Nous fimes conſtruire un fort joli théatre, & nous apprimes le Glorieux, Comédie de Deſtouches. Elle fut très-bien jouée. Je fus même étonné de rencontrer, dans une petite ville ſi éloignée de la Capitale, tant de graces & de nobleſſe dans le jeu des actrices & des acteurs, & tant de diſpoſitions heureuſes pour un talent ſi rare, & devenu ſi à la mode, attendu que le goût de la bonne comédie ne pouvait pas leur être inſpiré par celles qu’ils avaient vu juſques alors représenter, puiſque ce n’avait jamais été que par ces chétives troupes délabrées qui ambulent dans les provinces, de ville en ville, & encore n’était-ce pas tous les ans qu’on en avait à…

Tous les gens comme il faut des villes & châteaux voiſins vinrent partager nos plaiſirs & rendre brillans les bals qui ſuivaient chaque repréſentation, & qui durerent juſques à ce temps que l’Égliſe a jugé à propos de deſtiner au jeûne & à la pénitence.

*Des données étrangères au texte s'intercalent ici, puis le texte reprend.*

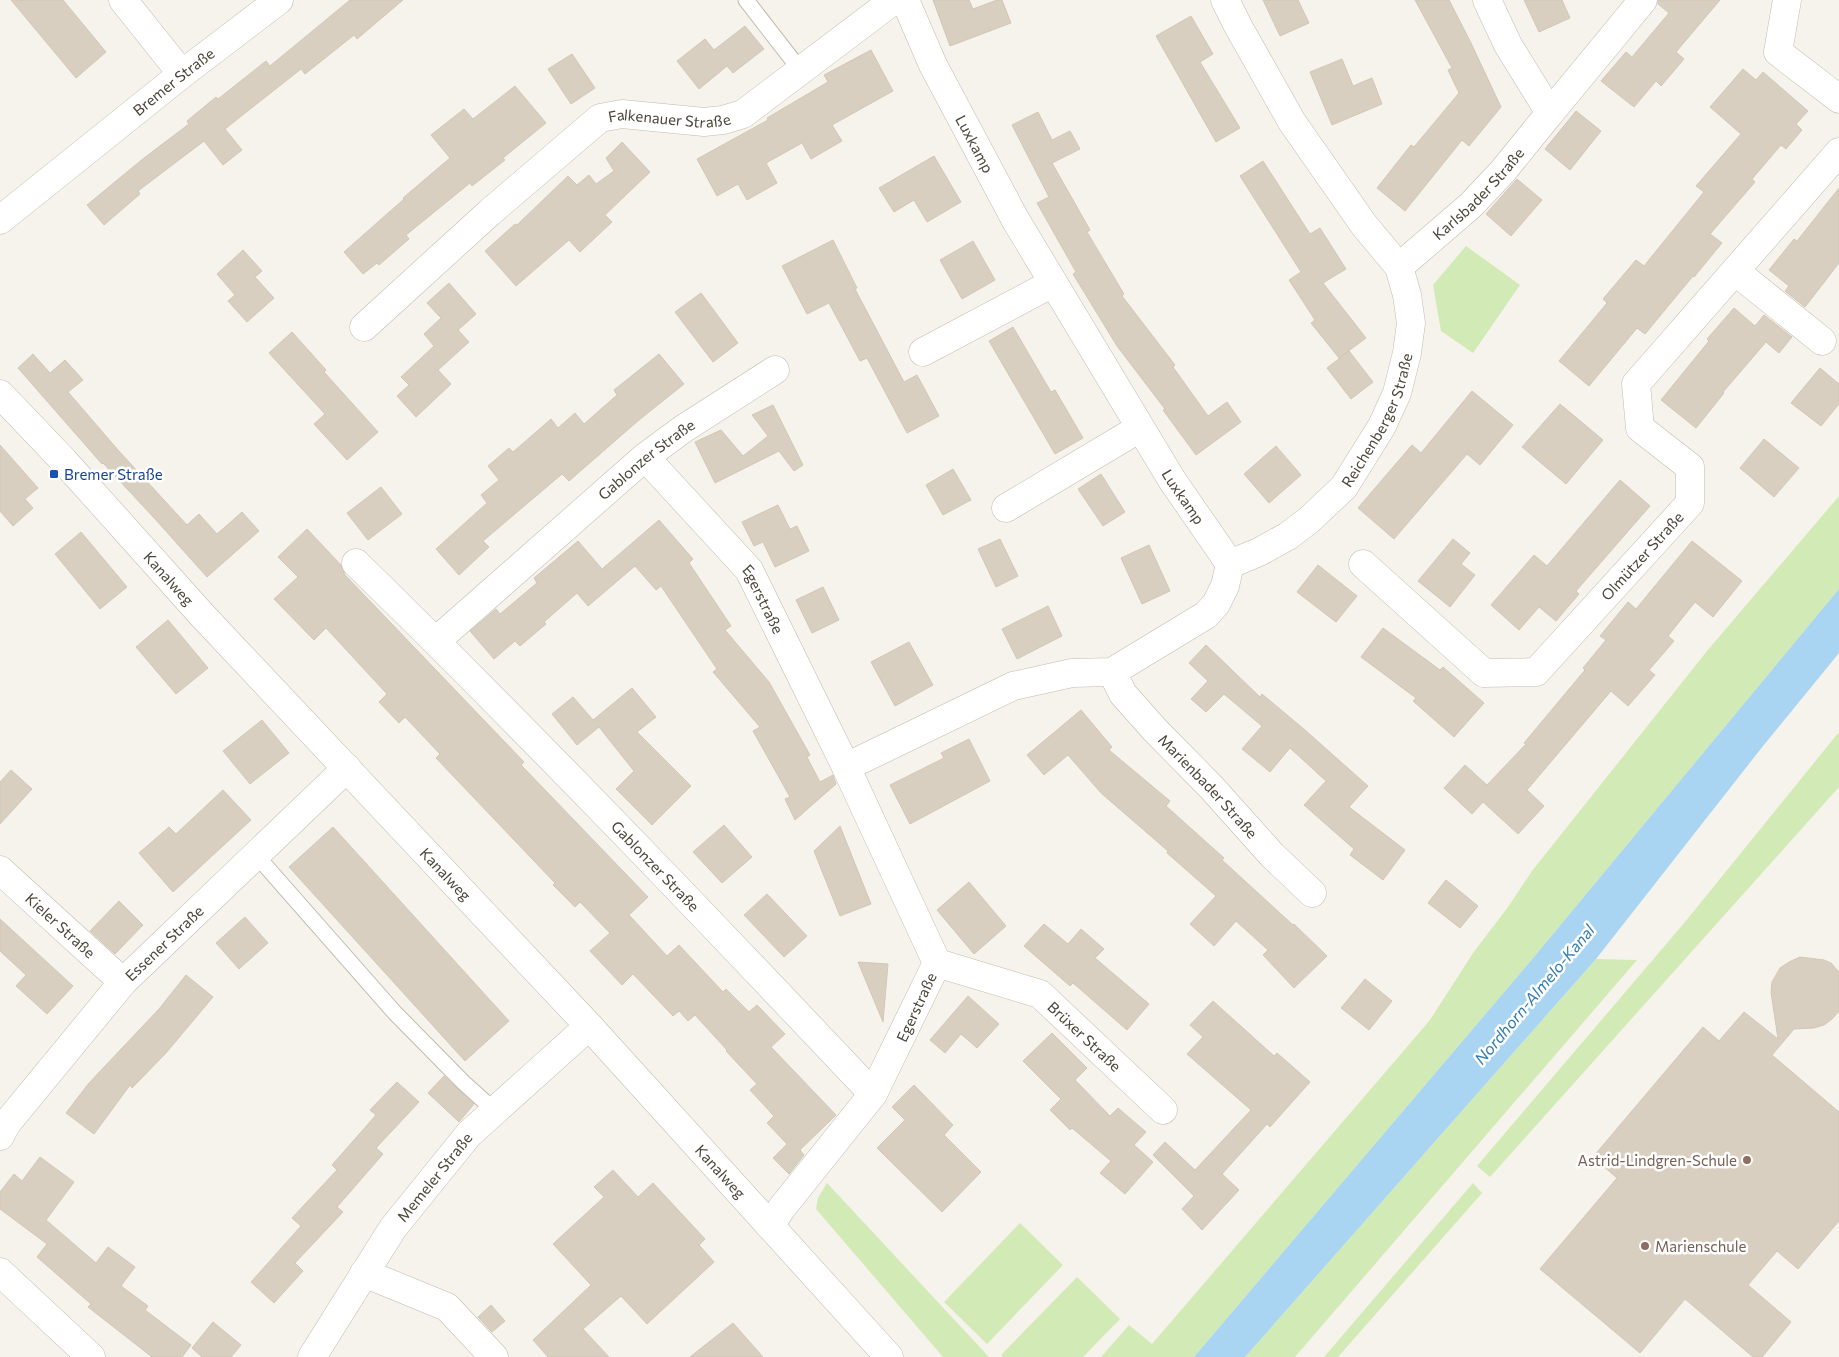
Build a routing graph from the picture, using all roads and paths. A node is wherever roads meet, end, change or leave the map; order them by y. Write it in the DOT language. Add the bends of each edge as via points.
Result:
graph roads {
  1 [pos="124,0"];
  2 [pos="280,0"];
  3 [pos="746,0"];
  4 [pos="894,0"];
  5 [pos="905,0"];
  6 [pos="1225,0"];
  7 [pos="1487,0"];
  8 [pos="1643,0"];
  9 [pos="1787,0"];
  10 [pos="801,71"];
  11 [pos="182,74"];
  12 [pos="1839,99"];
  13 [pos="1550,113"];
  14 [pos="1839,152"];
  15 [pos="0,220"];
  16 [pos="1399,267"];
  17 [pos="1735,271"];
  18 [pos="1053,283"];
  19 [pos="364,326"];
  20 [pos="1822,341"];
  21 [pos="923,352"];
  22 [pos="775,370"];
  23 [pos="0,394"];
  24 [pos="1140,428"];
  25 [pos="645,457"];
  26 [pos="1006,508"];
  27 [pos="356,563"];
  28 [pos="1230,564"];
  29 [pos="1363,564"];
  30 [pos="436,641"];
  31 [pos="1112,672"];
  32 [pos="846,767"];
  33 [pos="347,768"];
  34 [pos="256,855"];
  35 [pos="0,870"];
  36 [pos="1312,893"];
  37 [pos="937,963"];
  38 [pos="123,982"];
  39 [pos="589,1026"];
  40 [pos="874,1094"];
  41 [pos="1163,1110"];
  42 [pos="495,1111"];
  43 [pos="0,1136"];
  44 [pos="770,1226"];
  45 [pos="0,1272"];
  46 [pos="364,1272"];
  47 [pos="92,1357"];
  48 [pos="312,1357"];
  49 [pos="494,1357"];
  50 [pos="889,1357"];
  1 -- 11 [label="street"];
  2 -- 11 [label="street, Bremer Straße"];
  3 -- 10 [label="lane"];
  4 -- 10 [label="street, Falkenauer Straße"];
  5 -- 18 [label="street, Luxkamp" via="933,65"];
  6 -- 16 [label="street, Reichenberger Straße" via="1292,122 1364,225"];
  7 -- 13 [label="street" via="1508,45"];
  8 -- 13 [label="street, Karlsbader Straße"];
  9 -- 12 [label="street" via="1778,52"];
  10 -- 19 [label="street, Falkenauer Straße" via="743,114 723,120 704,122 622,114 600,118"];
  11 -- 15 [label="street, Bremer Straße"];
  13 -- 16 [label="street, Karlsbader Straße" via="1471,205"];
  14 -- 17 [label="street, Olmützer Straße"];
  16 -- 28 [label="street, Reichenberger Straße" via="1411,323 1397,393 1382,426 1344,487 1309,520 1288,536"];
  17 -- 20 [label="street"];
  17 -- 29 [label="street, Olmützer Straße" via="1636,384 1640,428 1690,467 1690,503 1536,672 1484,673"];
  18 -- 21 [label="street"];
  18 -- 24 [label="street, Luxkamp"];
  22 -- 25 [label="street, Gablonzer Straße"];
  23 -- 33 [label="street, Kanalweg"];
  24 -- 26 [label="street"];
  24 -- 28 [label="street, Luxkamp"];
  25 -- 30 [label="street, Gablonzer Straße"];
  25 -- 32 [label="street, Egerstraße" via="749,570"];
  27 -- 30 [label="street, Gablonzer Straße"];
  28 -- 31 [label="street" via="1225,586 1206,615"];
  30 -- 40 [label="street, Gablonzer Straße" via="679,888"];
  31 -- 32 [label="street" via="1072,673 1013,686"];
  31 -- 36 [label="street, Marienbader Straße" via="1123,694 1155,730"];
  32 -- 37 [label="street, Egerstraße"];
  33 -- 34 [label="street, Essener Straße"];
  33 -- 39 [label="street, Kanalweg"];
  34 -- 38 [label="street, Essener Straße"];
  34 -- 42 [label="lane" via="395,1013"];
  35 -- 38 [label="street, Kieler Straße"];
  37 -- 40 [label="street, Egerstraße"];
  37 -- 41 [label="street, Brüxer Straße" via="1040,994"];
  38 -- 43 [label="street, Essener Straße" via="7,1123"];
  39 -- 42 [label="street, Memeler Straße"];
  39 -- 44 [label="street, Kanalweg"];
  40 -- 44 [label="street, Egerstraße"];
  42 -- 46 [label="street, Memeler Straße" via="469,1134 393,1228"];
  44 -- 50 [label="street, Kanalweg"];
  45 -- 47 [label="street"];
  46 -- 48 [label="street, Memeler Straße"];
  46 -- 49 [label="street" via="447,1308"];
}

Une jeune perſonne élevée par ſa mere, & dans un vieux château, venait réguliérement à nos repréſentations : elle prit tant de goût pour ce paſſe-temps, qu’elle avait appris pluſieurs rôles tendres. Sa mere, à qui elle les avait répété, en était enchantée ; auſſi la bonne femme me pria-t-elle de vouloir faire quelquefois répéter ſa fille qui, de ſon côté, m’en ſollicitait de ſi bonne grace avec des yeux ſi plein de feu & de deſir, que je ne pus me refuſer à ce qu’on demandait.

Comme le château n’eſt qu’à quelques lieux de la ville, j’y allais quelquefois dîner ; & c’était ordinairement après le dîner que la jeune perſonne commençait la répétition. Elle jouait toujours les amoureuſes & moi, par conſéquent, les amoureux. Ces rôles ſont favorables pour l’amour, diſpoſent à la tendreſſe, ſecondent à merveille les plaiſirs par les faveurs qu’ils exigent qu’on accorde, & préparent ſouvent à des plus grandes. Il n’y manque que l’occaſion. Peres & meres, maris & amans je vous le recommande ! Ne laiſſez jamais ni vos filles, ni vos femmes, ni vos maîtreſſes ſeules répéter un rôle de comédie. Obſervez-les même, & ſoigneuſement, lorſque toute la troupe répete enſemble, ſinon… Eh bien ! il en arrivera ce qui eſt arrivé à mon éleve, & à beaucoup d’autres experto crede Roberto.

Un jour qu’on nous laiſſa ſeuls, la Demoiſelle me propoſa de jouer Zaïre. J’applaudis à ſon choix. Ma bouche ouvre la ſcene, & en joue une des plus agréables. L’actrice me remontre que je ne ſuis pas dans mon rôle, qu’Oroſmane… Sa remarque eſt juſte… Auſſitôt ma tendreſſe ſe change en fureur : je me précipite vers mon amante : le poignard brille à ſes yeux pour diſparaître dans ſon ſein : elle s’écrie, je me meurs : je deviens furieux… Je m’agite… Je verſe un torrent de larmes amoureuſes… & je meurs à mon tour.

À peine la toile était-elle baiſſée que la mere parut, en me demandant ſi j’étais content de ſa fille… Oh ! qu’elle a les geſtes beaux ! m’écriai-je, qu’elle ſent bien le rôle qu’elle joue !… Qu’elle ſait bien donner de l’ame à la paſſion !… Voyez, Madame, elle eſt encore toute agitée du dernier coup de théâtre… Je ne mentais pas, Zaïre était comme éperdue égarée des plaiſirs qu’elle avait éprouvée. En effet, dit la bonne femme, je trouve ma fille comme hors d’elle-même : mais que je regrette de n’avoir pas vu le dernier coup de théâtre, cela doit être ſublime… Oh ! c’eſt un ſuperbe moment, répondis-je ; n’êtes-vous pas de mon avis Mademoiſelle ? Oui, Monſieur.